[Task details]: Count the lines of data below that include "คลองเตย". Provide only the number.

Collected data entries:
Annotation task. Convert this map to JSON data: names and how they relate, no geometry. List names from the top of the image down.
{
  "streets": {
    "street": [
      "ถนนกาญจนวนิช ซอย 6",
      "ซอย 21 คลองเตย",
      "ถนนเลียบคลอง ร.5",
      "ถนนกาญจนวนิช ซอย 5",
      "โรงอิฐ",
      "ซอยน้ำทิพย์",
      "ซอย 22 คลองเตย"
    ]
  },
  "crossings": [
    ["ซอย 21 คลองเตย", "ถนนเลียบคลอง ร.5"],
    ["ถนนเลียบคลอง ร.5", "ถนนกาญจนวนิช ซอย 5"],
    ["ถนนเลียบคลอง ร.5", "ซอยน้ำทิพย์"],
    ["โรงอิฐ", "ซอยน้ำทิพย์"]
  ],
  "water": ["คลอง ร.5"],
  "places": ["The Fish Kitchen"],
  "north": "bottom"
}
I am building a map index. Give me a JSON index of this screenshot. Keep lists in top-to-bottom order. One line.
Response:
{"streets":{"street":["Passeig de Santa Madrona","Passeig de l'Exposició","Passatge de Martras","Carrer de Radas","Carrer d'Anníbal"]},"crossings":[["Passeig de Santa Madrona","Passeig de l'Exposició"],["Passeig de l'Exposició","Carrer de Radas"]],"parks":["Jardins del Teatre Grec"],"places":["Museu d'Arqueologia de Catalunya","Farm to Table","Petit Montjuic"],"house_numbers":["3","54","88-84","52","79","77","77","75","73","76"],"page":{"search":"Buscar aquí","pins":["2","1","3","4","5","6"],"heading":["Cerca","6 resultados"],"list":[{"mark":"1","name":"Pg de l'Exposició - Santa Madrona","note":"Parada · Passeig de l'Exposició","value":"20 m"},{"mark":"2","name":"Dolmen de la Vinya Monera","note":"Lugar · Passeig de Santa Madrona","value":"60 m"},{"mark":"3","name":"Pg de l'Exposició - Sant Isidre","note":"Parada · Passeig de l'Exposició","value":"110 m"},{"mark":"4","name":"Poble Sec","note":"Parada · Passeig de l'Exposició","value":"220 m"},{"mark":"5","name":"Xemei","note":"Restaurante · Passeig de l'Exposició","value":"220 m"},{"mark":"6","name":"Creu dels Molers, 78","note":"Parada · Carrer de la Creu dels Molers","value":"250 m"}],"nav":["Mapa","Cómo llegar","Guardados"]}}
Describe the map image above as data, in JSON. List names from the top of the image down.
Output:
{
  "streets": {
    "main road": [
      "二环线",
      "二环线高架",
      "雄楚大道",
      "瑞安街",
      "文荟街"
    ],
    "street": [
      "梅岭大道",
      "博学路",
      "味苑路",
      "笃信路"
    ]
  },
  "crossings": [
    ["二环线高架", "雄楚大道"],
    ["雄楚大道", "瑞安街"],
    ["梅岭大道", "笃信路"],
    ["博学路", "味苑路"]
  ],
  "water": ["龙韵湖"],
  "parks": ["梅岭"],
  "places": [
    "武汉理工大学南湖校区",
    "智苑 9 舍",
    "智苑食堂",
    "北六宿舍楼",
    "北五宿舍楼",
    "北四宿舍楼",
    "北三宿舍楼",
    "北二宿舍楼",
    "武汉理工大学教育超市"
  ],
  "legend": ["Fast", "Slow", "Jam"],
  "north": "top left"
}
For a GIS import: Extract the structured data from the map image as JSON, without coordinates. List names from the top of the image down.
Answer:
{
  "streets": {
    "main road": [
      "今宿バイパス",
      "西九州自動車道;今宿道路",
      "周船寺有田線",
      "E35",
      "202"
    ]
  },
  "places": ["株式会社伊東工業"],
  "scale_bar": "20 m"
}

[Task response]: 3